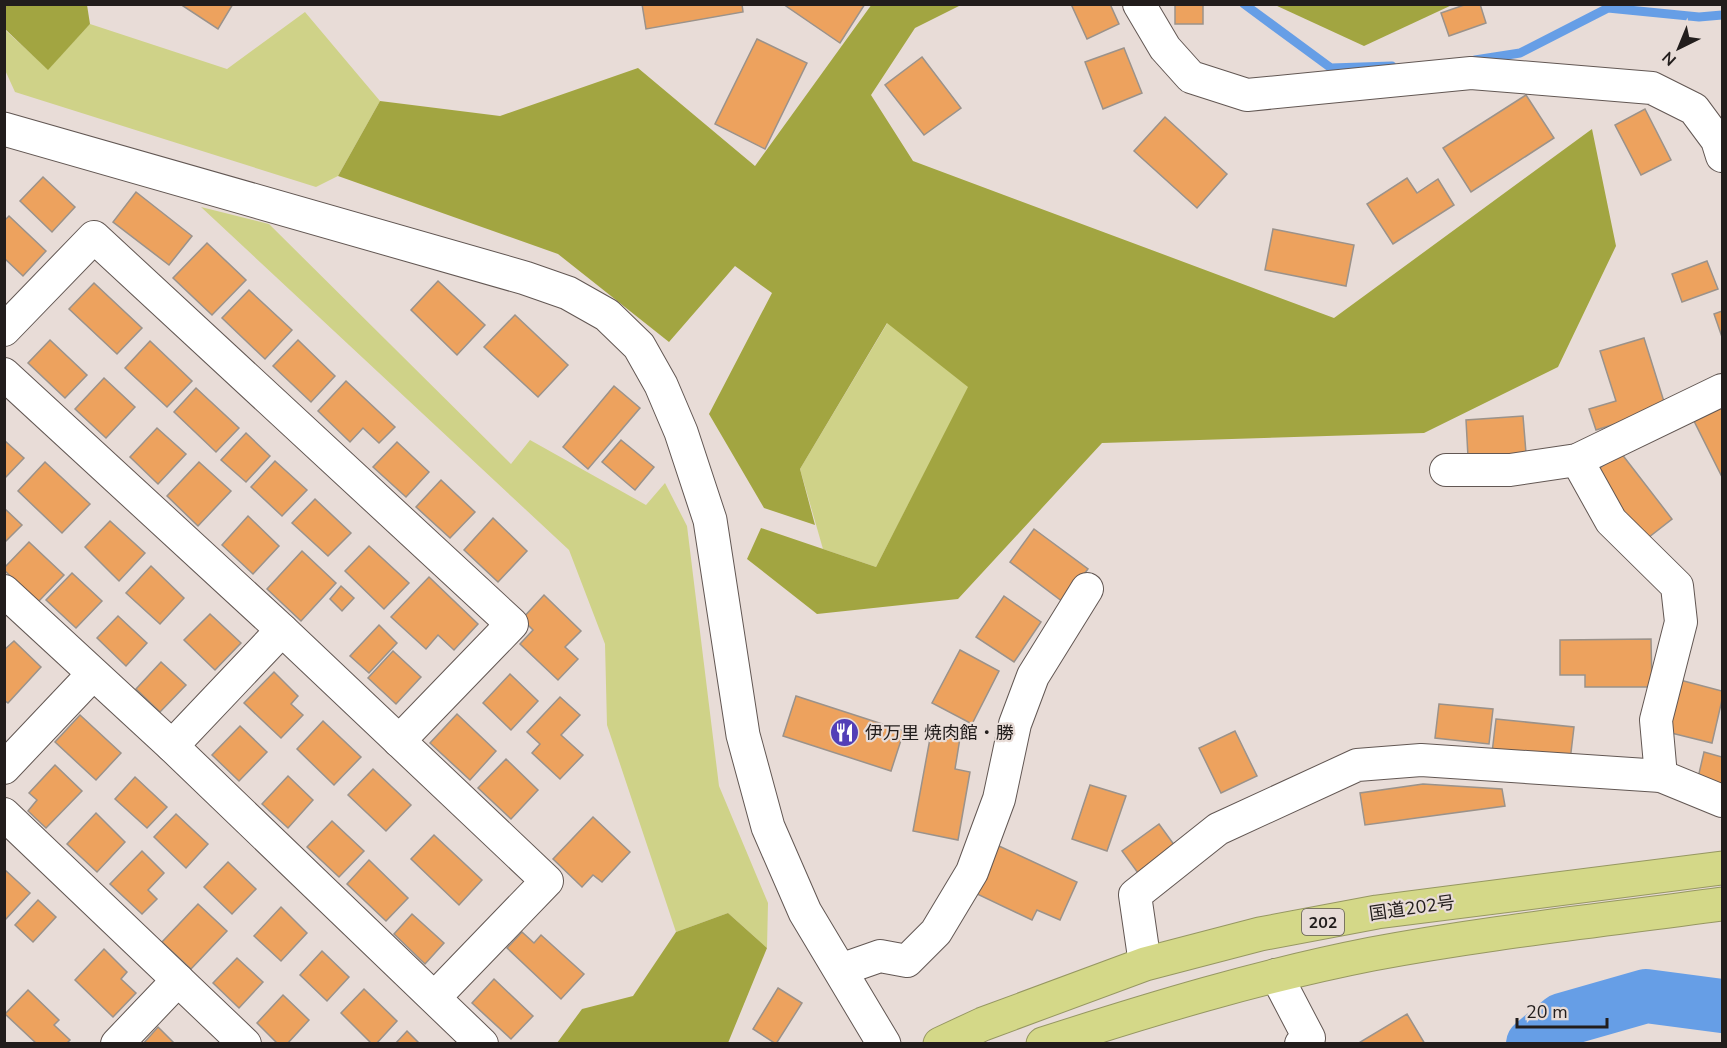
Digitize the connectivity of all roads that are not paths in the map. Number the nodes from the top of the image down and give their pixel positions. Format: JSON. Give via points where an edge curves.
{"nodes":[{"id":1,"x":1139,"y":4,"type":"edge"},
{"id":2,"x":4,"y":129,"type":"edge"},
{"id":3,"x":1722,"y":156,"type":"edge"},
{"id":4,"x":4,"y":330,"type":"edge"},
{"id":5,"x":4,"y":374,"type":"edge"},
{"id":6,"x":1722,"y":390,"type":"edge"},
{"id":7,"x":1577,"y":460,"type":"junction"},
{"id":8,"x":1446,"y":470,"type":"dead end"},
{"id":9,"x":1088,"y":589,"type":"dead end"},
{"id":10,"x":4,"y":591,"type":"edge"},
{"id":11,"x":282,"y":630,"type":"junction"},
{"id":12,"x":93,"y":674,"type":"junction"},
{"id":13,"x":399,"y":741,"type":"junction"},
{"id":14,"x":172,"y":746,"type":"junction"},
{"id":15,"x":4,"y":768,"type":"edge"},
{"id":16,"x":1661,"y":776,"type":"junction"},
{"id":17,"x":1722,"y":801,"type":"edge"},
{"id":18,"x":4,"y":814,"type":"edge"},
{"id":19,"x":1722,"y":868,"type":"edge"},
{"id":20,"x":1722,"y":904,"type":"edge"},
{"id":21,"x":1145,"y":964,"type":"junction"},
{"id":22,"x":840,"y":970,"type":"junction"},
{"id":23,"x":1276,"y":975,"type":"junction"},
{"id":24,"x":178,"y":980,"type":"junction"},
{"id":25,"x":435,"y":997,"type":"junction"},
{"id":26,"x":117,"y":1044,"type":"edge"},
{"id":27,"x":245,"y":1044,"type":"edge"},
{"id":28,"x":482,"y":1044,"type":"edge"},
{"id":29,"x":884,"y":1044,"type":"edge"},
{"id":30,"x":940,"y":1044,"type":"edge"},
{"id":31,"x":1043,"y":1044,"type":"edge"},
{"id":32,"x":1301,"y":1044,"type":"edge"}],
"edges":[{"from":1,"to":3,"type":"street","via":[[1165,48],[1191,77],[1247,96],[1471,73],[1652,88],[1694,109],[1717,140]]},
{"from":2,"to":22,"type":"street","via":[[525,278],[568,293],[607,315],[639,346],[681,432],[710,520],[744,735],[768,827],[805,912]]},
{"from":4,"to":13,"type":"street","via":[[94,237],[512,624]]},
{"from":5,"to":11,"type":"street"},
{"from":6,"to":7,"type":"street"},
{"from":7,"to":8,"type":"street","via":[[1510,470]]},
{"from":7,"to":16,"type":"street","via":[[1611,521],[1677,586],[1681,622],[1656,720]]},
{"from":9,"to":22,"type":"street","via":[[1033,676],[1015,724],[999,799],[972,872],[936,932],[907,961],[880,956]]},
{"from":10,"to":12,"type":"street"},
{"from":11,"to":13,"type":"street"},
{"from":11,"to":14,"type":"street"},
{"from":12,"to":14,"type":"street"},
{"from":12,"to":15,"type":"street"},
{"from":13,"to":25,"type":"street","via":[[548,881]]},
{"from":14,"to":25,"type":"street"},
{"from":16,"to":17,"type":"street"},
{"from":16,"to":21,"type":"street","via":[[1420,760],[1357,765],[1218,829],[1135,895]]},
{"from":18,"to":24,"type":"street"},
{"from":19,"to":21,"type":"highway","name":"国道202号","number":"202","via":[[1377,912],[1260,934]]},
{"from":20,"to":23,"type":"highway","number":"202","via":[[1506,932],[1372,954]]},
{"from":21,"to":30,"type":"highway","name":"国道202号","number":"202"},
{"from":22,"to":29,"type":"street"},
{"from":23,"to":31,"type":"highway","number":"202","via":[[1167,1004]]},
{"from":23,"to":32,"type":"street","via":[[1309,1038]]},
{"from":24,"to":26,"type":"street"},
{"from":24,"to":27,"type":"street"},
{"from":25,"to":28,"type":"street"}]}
++++
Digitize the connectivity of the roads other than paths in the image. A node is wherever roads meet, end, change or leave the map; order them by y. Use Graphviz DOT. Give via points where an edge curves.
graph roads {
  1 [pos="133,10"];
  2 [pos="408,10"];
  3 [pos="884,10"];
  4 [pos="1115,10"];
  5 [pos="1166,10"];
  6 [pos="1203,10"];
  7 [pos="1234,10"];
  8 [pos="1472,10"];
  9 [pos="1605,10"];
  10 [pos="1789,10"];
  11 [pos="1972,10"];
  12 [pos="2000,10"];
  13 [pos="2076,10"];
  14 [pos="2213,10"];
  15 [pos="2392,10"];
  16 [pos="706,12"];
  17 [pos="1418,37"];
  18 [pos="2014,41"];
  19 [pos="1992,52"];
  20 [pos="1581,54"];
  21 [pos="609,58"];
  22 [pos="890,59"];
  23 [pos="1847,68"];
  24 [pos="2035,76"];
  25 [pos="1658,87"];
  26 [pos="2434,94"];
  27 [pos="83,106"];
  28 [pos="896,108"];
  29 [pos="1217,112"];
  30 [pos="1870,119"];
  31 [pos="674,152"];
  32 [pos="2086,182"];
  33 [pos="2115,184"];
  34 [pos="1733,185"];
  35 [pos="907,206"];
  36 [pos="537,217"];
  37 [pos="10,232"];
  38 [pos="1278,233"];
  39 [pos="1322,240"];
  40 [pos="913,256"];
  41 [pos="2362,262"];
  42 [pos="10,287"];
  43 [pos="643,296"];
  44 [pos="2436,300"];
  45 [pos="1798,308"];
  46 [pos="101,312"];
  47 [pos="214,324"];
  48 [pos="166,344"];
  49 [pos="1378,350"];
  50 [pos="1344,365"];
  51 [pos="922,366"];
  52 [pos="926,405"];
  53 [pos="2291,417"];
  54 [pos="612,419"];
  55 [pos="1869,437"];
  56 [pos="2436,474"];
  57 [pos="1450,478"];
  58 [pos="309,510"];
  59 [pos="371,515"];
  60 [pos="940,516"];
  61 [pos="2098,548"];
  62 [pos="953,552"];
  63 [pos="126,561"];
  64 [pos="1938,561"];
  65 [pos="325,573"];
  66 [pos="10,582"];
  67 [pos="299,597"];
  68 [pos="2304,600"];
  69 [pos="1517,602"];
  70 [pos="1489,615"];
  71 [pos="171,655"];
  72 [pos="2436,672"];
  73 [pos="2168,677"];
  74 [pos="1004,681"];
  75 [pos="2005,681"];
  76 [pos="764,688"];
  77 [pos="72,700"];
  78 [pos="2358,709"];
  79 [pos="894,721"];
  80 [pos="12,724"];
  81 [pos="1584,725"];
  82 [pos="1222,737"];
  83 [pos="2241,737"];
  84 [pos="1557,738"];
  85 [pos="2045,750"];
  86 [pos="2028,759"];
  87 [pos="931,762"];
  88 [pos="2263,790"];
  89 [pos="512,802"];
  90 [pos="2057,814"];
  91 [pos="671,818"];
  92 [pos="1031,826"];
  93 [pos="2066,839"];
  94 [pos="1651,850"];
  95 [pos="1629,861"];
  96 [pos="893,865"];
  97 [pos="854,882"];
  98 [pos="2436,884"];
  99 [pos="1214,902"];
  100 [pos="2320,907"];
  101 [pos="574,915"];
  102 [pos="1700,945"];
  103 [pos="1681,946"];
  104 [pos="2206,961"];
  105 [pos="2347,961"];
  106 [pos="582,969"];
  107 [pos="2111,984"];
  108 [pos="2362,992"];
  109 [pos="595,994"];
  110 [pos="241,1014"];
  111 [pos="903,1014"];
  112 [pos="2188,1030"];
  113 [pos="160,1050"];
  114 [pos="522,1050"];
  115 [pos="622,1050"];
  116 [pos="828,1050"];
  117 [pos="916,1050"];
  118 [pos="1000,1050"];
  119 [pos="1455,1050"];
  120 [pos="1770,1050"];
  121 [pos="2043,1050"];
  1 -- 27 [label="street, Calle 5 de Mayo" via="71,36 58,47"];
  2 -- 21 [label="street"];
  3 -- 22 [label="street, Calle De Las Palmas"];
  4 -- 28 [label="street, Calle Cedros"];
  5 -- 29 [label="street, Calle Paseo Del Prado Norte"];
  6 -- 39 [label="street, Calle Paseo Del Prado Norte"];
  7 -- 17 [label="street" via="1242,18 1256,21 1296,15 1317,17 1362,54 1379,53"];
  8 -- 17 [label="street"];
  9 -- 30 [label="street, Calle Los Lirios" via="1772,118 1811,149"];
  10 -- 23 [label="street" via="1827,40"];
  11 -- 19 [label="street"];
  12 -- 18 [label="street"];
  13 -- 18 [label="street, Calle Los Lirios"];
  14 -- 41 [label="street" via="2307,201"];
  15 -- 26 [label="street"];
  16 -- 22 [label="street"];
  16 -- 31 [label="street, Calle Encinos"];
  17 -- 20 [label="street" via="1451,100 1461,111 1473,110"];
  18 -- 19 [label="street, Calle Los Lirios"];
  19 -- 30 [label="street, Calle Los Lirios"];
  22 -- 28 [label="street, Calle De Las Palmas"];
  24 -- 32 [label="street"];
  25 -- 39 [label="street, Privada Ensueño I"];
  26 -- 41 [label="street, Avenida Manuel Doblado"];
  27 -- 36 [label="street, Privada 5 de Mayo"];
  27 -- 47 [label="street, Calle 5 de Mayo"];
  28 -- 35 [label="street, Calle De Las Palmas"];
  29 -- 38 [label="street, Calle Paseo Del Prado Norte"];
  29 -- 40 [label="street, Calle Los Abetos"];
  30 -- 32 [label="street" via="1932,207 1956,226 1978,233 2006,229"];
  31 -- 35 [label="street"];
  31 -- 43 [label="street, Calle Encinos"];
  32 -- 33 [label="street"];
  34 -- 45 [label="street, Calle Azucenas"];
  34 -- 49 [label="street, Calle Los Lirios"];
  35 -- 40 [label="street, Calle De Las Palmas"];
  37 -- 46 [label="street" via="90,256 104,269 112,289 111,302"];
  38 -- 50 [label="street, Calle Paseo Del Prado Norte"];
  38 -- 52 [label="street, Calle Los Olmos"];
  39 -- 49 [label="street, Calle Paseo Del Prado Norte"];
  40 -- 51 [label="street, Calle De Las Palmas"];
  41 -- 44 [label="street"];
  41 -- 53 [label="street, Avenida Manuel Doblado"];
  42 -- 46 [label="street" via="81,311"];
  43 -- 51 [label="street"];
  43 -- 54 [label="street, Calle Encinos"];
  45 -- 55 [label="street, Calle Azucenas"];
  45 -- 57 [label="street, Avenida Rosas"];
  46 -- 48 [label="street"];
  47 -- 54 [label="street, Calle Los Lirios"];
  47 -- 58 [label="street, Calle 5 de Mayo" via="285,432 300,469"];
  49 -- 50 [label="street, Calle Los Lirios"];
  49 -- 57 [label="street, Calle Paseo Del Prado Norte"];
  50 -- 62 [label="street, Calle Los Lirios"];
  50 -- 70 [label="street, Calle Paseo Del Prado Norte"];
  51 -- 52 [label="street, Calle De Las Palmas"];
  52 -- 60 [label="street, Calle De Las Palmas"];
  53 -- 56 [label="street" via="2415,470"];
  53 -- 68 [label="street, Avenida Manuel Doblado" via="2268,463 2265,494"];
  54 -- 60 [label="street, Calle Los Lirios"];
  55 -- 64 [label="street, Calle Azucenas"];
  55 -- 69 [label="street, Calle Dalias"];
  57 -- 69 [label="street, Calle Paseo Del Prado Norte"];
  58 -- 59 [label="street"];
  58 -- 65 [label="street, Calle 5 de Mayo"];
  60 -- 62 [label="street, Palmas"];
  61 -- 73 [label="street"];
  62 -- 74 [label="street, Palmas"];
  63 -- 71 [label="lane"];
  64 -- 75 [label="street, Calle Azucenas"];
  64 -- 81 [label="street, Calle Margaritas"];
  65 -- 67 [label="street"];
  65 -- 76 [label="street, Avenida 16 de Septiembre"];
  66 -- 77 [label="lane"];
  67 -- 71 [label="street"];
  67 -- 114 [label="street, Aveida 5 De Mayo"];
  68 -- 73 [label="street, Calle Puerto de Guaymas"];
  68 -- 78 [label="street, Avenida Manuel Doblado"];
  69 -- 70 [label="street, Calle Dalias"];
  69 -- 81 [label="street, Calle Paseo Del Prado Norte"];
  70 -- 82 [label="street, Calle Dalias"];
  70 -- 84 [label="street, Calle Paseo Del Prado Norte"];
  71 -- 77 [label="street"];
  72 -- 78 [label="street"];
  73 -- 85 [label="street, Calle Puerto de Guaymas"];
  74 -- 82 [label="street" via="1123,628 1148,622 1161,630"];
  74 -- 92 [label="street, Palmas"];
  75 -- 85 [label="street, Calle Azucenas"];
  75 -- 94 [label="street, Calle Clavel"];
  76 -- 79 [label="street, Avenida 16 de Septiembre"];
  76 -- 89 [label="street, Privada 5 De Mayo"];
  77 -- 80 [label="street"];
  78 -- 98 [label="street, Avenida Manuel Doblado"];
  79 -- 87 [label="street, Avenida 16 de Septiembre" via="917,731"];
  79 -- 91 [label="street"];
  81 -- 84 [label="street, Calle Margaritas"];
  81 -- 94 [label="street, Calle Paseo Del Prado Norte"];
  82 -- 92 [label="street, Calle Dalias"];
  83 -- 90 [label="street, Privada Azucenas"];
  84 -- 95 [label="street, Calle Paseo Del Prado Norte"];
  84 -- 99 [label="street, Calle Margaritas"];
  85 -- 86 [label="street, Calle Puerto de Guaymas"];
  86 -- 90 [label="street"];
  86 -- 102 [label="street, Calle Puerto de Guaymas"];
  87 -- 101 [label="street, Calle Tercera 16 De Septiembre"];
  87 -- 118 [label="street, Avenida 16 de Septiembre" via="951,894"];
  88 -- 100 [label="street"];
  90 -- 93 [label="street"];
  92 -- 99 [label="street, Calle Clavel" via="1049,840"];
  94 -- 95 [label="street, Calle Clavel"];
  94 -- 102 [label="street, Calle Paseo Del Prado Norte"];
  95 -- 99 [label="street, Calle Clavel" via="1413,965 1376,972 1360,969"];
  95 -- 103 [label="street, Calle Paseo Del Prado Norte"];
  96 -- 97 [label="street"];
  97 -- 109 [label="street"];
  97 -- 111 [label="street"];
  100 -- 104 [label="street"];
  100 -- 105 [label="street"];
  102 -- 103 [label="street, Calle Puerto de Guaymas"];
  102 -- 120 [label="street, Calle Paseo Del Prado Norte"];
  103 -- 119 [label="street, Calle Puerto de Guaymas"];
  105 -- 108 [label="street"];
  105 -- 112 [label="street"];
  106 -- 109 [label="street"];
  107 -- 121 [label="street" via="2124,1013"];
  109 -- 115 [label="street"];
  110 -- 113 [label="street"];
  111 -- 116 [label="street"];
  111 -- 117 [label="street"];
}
++++
DIRECTIONS: Using the records above, list each line that includes "Manuel".

RESULT:
  26 -- 41 [label="street, Avenida Manuel Doblado"];
  41 -- 53 [label="street, Avenida Manuel Doblado"];
  53 -- 68 [label="street, Avenida Manuel Doblado" via="2268,463 2265,494"];
  68 -- 78 [label="street, Avenida Manuel Doblado"];
  78 -- 98 [label="street, Avenida Manuel Doblado"];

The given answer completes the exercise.